Kathleen Johnson has been following the coronavirus outbreak closely from her Madison home. Like plenty of other people, she’s constantly heard about how central ventilators are to treating patients with COVID-19.
And she had a question for hospitals and health officials she was hoping WORT could help answer.
“If it came to it, how would [hospitals] figure out who gets a ventilator, and who’s left to die?” Johnson said.
The dilemma seems severe, and it is. But hospitals have not yet reached the point where such difficult decisions need to be made. In fact, discussions among health officials regarding the use of ventilators to treat patients with COVID-19 are evolving, and the role of ventilators could be shrinking with it.

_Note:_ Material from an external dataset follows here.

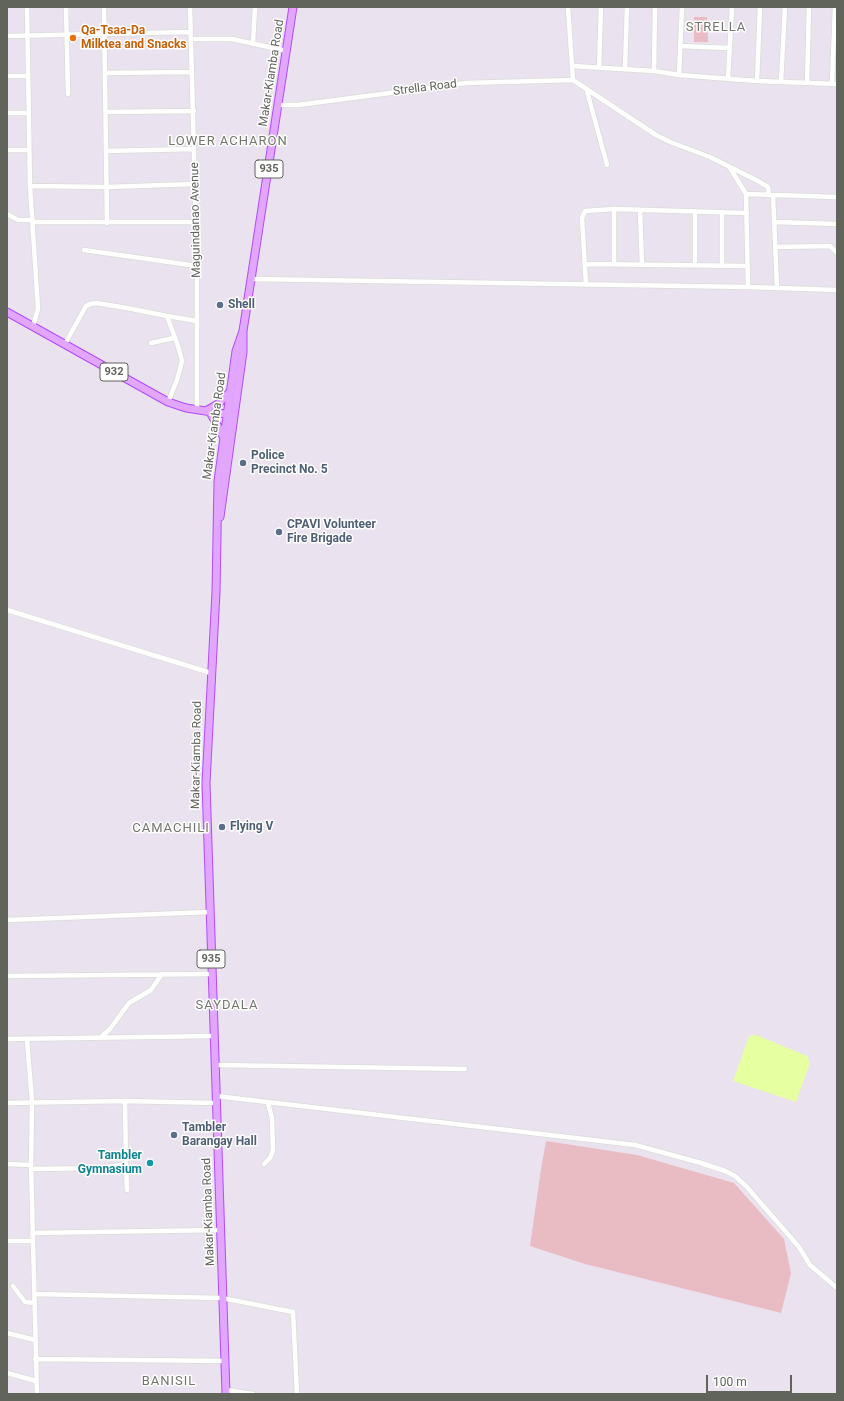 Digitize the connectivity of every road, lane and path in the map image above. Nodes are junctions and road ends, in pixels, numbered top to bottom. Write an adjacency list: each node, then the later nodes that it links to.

Dr. John Koszuta is a Pulmonary Critical Care Physician and Intensivist with Bellin Health in Green Bay. He’s worked with patients with COVID-19, and stresses that if ventilators are used too early, they may actually increase the risk of a patient dying.
“In China, and Italy, and also in New York City, when you look at those people that go on a ventilator, their risk of dying goes up. Not because the ventilator’s a bad thing, but it represents a different way to ventilate people,” Koszuta said.
Koszuta said ventilators have the potential to worsen symptoms of COVID-19 if they’re used too early, since the virus attacks the lung’s ability to circulate oxygen, and ventilators pump air into the respiratory system.
“There are a lot of things this virus causes that affects both ventilation and perfusion, and those changes get worse when you go on a ventilator,” Koszuta said.
Koszuta says the use of ventilators is still important in combating the progression of COVID-19, but the equipment is not the first tool out of the box when treating patients.
Instead, he says his hospital uses non-invasive ventilation to treat patients early-on. That includes strategies like giving patients humidified oxygen—a procedure that helps patients breathe without the adverse effects of a ventilator.
State officials also agree that ventilators are not the first line of treatment for COVID-19. Dr. Ryan Westergaard is Wisconsin’s Chief Medical Officer. He told WORT in a briefing today that there’s more being learned about alternative strategies, including lying patients on their side to help remove mucus buildup in their lungs.
“In this particular epidemic, some people have learned things like using ventilators sparingly, or doing high-fluid nasal cannula oxygen, putting people ‘prone’ on their stomach are some other strategies,” Westergaard said.
However, Westergaard emphasized that the most severe cases still require ventilators.
But according to Koszuta and data from the Wisconsin Hospital Association, hospitals have enough ventilators to adequately treat patients given the virus’s current trajectory. The state is only using a quarter of its ventilator supply to treat patients.
Meanwhile, health care professionals and state officials are emphatic that the state’s shortage of adequate personal protective equipment is a more pressing question than ventilator supply.
But to answer Kathleen’s original question: who would get a ventilator and who would not if we did reach a shortage?, DHS Secretary Andrea Palm had this to say.
“We have not been in a situation where allocation was an issue,” Palm said.